Contactada pelo PÚBLICO, o director do DCIAP, Albano Pinto, não quis fazer declarações sobre as saídas e as entradas no departamento que dirige desde Janeiro, na sequência de uma proposta da nova procuradora-geral da República, Lucília Gago, aprovada pelo Conselho Superior do Ministério Público por unanimidade.

As saídas ocorrem no âmbito do último movimento de procuradores, cujas colocações provisórias foram conhecidas esta quinta-feira à noite, estando agora a decorrer um prazo para apresentação de reclamações. Estes movimentos ocorrem todos os anos, tendo o deste ano acontecido um pouco mais tarde do que é habitual para coincidir com o ingresso de novos procuradores que vão sair do CEJ, que forma novos magistrados, e com a entrada em vigor do novo Estatuto do Ministério Público. O que não é habitual é uma saída tão maciça de pessoas, sendo comum haver três ou quatro saídas todos os anos.

Todos os magistrados que estão de saída nem sequer concorreram aos lugares existentes no DCIAP, actualmente dependentes de uma avaliação curricular feita pelo director do departamento, que propõe ao Conselho Superior do Ministério Público o nome das pessoas a colocar, fundamentando as suas escolhas. É este órgão colegial que aprova a colocação das pessoas, tendo validado as opções de Albano Pinto.
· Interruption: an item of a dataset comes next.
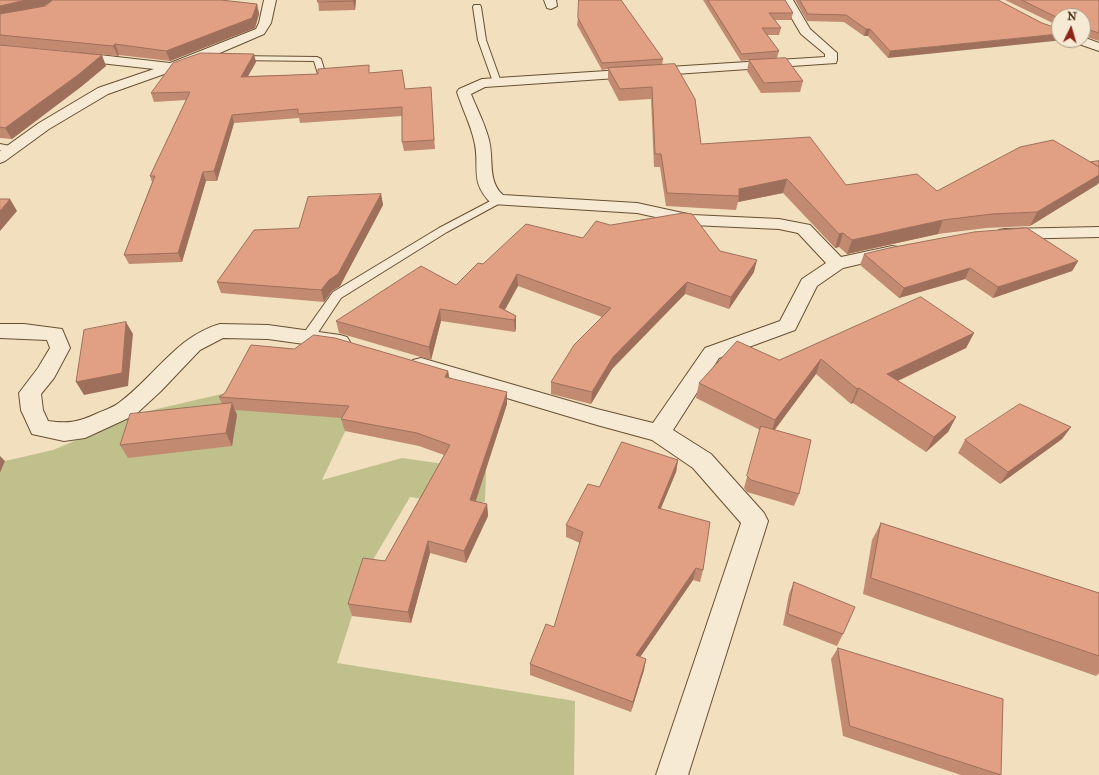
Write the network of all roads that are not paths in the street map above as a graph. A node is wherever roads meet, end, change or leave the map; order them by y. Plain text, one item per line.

O director decidiu manter os 24 procuradores que já estavam no DCIAP e concorreram para ficar.

A maior parte dos procuradores que entram são magistrados mais novos, que possuem a categoria de procuradores-adjuntos, mas que por força da alteração do estatuto passam a ganhar o salário base de um procurador do escalão superior, por estarem a exercer funções no DCIAP.

Vão manter-se no DCIAP, procuradores como o titular da Operação Marquês, Rosário Teixeira, o coordenador das investigações ao universo BES, José Ranito, o titular do caso das rendas da EDP, Casimiro Nunes, ou Inês Bonina, titular do processo em que o ex-vice-presidente de Angola foi acusado.